Bloomberg is carrying an interview with San Francisco President John Williams. Williams reiterates the possibility that future policy moves may be up or down:
“Even if we do adjust downward our purchases, it doesn’t mean we’re now in some autopilot of moving in the same direction,” Williams, 50, said in an interview yesterday in San Francisco. “You could even imagine a scenario where we adjust it downward based on good data and then adjust it back” if the economy weakened.
Yes, the Fed can change policy in any direction. But I reiterate what I said earlier: I simply do not believe that they believe that such changes will be likely. First, I don’t think they will want to reduce the pace of purchases until they are sure they do not need to reverse course in the next meeting. Second, I think they will want to end asset purchases well ahead of hitting the 6.5% unemployment threshold. And I don’t think they can do that if they are fooling around with the pace of purchases over the next year.
That said, we will hear many officials repeat this same line. Why? Williams has the answer:
“Because we have this freedom to adjust, how will people interpret it?” he said. “This is uncharted territory.”
Once the Fed does decide to calibrate its bond-buying, its challenge will be to communicate that “these are just adjustments and not strong signals about things going forward,” he added.
The Fed is trying very hard to ensure that market participants do not overreact to any one policy shift, with the most likely overreaction being to tank Treasury prices and spike yields. The Fed believes that the way to prevent this is to continuously remind everyone that any subsequent moves might be up or down, so don’t assume a downward move in the pace of purchases implies anything about the next meeting.
But keep in mind that the Fed does not have a forecast that suggests policy will shift up and down randomly.
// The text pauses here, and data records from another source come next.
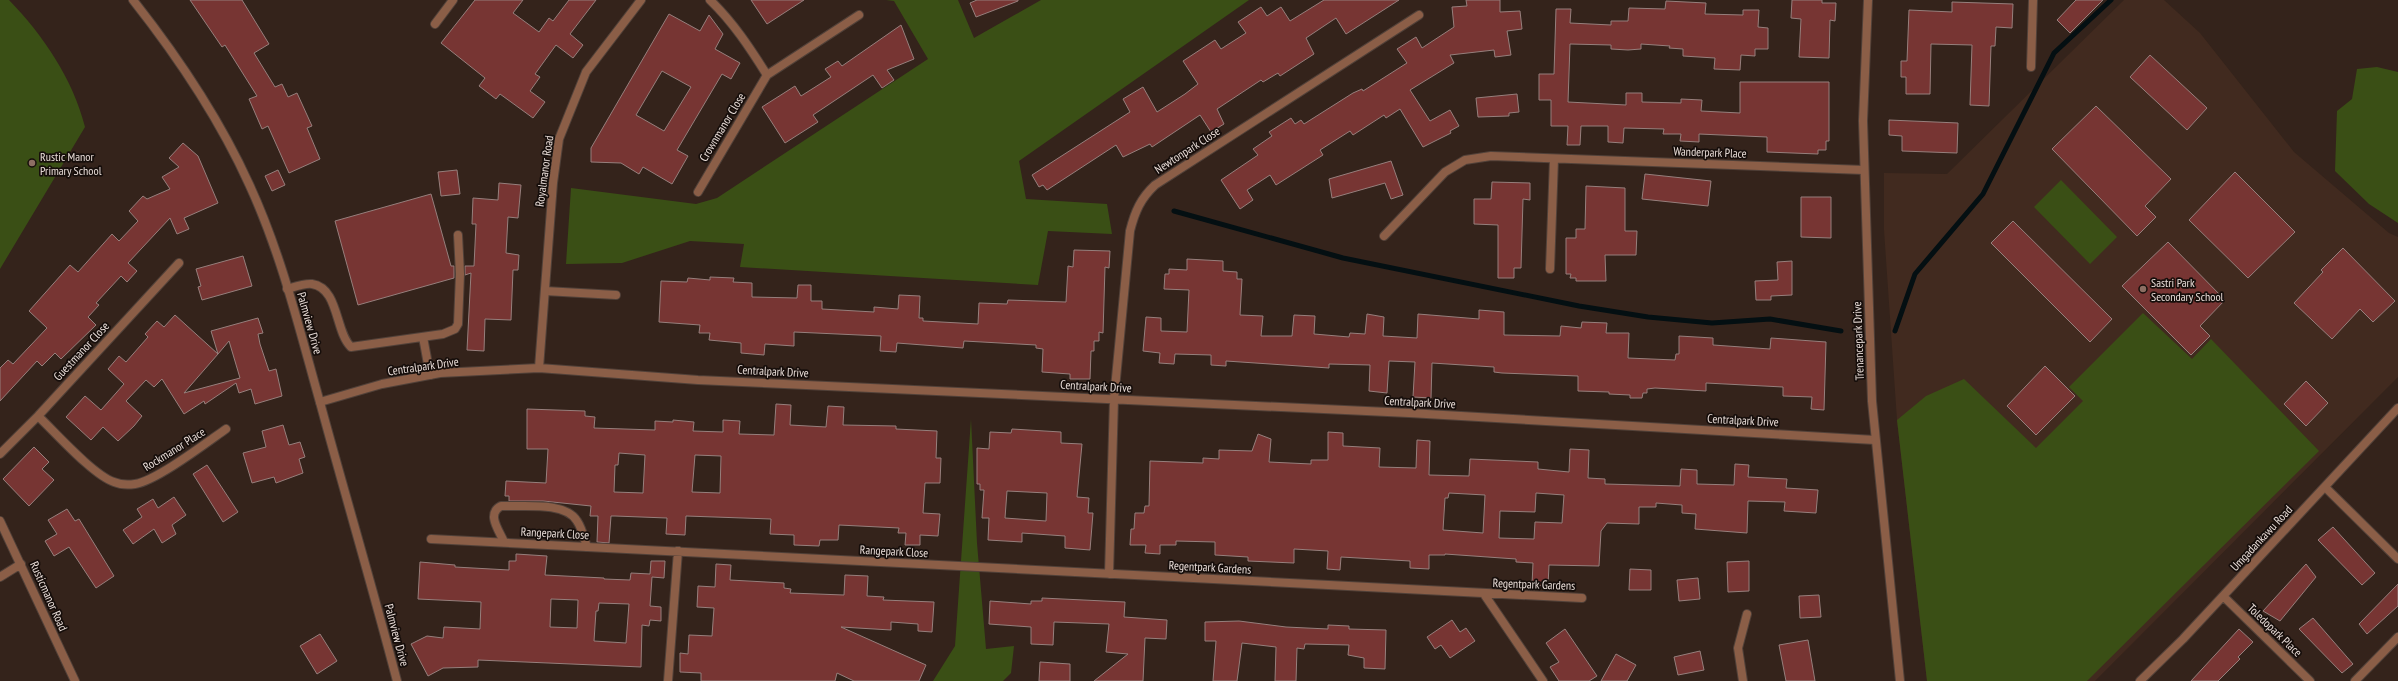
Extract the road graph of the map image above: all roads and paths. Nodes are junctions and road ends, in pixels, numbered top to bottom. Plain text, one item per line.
1 (133, 0) edge
2 (453, 0) edge
3 (641, 0) edge
4 (710, 0) edge
5 (1868, 0) edge
6 (2033, 0) edge
7 (859, 15) dead end
8 (1420, 15) dead end
9 (435, 24) dead end
10 (2031, 67) dead end
11 (767, 75) junction
12 (1554, 158) junction
13 (1864, 170) junction
14 (698, 192) dead end
15 (458, 235) dead end
16 (1384, 236) dead end
17 (179, 263) dead end
18 (1550, 269) dead end
19 (287, 289) junction
20 (545, 291) junction
21 (616, 295) dead end
22 (423, 337) junction
23 (539, 368) junction
24 (430, 375) junction
25 (1114, 399) junction
26 (320, 402) junction
27 (2398, 408) edge
28 (38, 416) junction
29 (226, 429) dead end
30 (1875, 440) junction
31 (0, 454) edge
32 (2325, 487) junction
33 (0, 521) edge
34 (432, 538) dead end
35 (504, 542) junction
36 (587, 547) junction
37 (678, 551) junction
38 (2398, 558) edge
39 (21, 564) junction
40 (1109, 574) junction
41 (0, 577) edge
42 (1484, 594) junction
43 (2223, 596) junction
44 (1582, 598) dead end
45 (1747, 614) dead end
46 (2398, 637) edge
47 (75, 681) edge
48 (397, 681) edge
49 (668, 681) edge
50 (1543, 681) edge
51 (1743, 681) edge
52 (1900, 681) edge
53 (2140, 681) edge
54 (2310, 681) edge
55 (2355, 681) edge

1 - 19 street, Palmview Drive
2 - 9 street
3 - 20 street, Royalmanor Road
4 - 11 street
5 - 13 street, Trenancepark Drive
6 - 10 street
7 - 11 street, Crownmanor Close
8 - 25 street, Newtonpark Close
11 - 14 street, Crownmanor Close
12 - 13 street, Wanderpark Place
12 - 16 street, Wanderpark Place
12 - 18 street
13 - 30 street, Trenancepark Drive
15 - 22 street
17 - 28 street, Guestmanor Close
19 - 22 street
19 - 26 street, Palmview Drive
20 - 21 street
20 - 23 street, Royalmanor Road
22 - 24 street
23 - 24 street, Centralpark Drive
23 - 25 street, Centralpark Drive
24 - 26 street, Centralpark Drive
25 - 30 street, Centralpark Drive
25 - 40 street
26 - 48 street, Palmview Drive
27 - 32 street, Umgadankawu Road
28 - 29 street, Rockmanor Place
28 - 31 street, Guestmanor Close
30 - 52 street, Trenancepark Drive
32 - 38 street
32 - 43 street, Umgadankawu Road
33 - 39 street, Rusticmanor Road
34 - 35 street, Rangepark Close
35 - 36 street, Rangepark Close
35 - 36 street
36 - 37 street, Rangepark Close
37 - 40 street, Rangepark Close
37 - 49 street
39 - 41 street
39 - 47 street, Rusticmanor Road
40 - 42 street, Regentpark Gardens
42 - 44 street, Regentpark Gardens
42 - 50 street, Regentpark Gardens
43 - 53 street, Umgadankawu Road
43 - 54 street, Toledopark Place
45 - 51 street
46 - 55 street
They have a forecast that the first cut to the pace of purchases will be the beginning of the end for quantitative easing and, in all reality, will start the clock on the first rate hike. In other words, they can talk about moving policy up-and-down, but I can’t imagine that they really expect such ups-and-downs to be the path of policy going forward.
“I don’t really understand very well how the tug-of-war between the fiscal drag and the improving economy are going to sort of work their way out,” Dudley said in an interview with Michael McKee airing today on Bloomberg Television. “Three or four months from now I think you’re going to have a much better sense of, is the economy healthy enough to overcome the fiscal drag or not.”
Dudley adds something that I think is important:
“The important thing to recognize about the U.S. economy is that things are actually improving underneath the surface,” Dudley said in the interview. “We don’t really see that so much in the activity data yet because of the large amount of fiscal drag.”
Translation: Fiscal drag will weigh down the GDP numbers. Look underneath those numbers to building momentum in the economy. I think this means there will be extra weight on the jobs data rather than the GDP data as an indicator of the impact of fiscal policy. With that in mind, note that jobless claims reversed last week’s spike:
I would say the downward path of claims remains intact despite the fiscal drag. That is what will be meaningful for assessing “strong and sustainable.”
Bottom Line: Assuming current data holds, the beginning of the end of QE is coming. But not immediately. Maybe three meetings out in September assuming that the impact of fiscal drag remains largely contained to the GDP data. The Fed does not want us to jump to conclusions about future policy moves based on that initial shift. But I am hard-pressed to see a forecast that would allow for up-and-down moves once the Fed pulls the trigger. Up-and-down moves cannot be their expected policy path.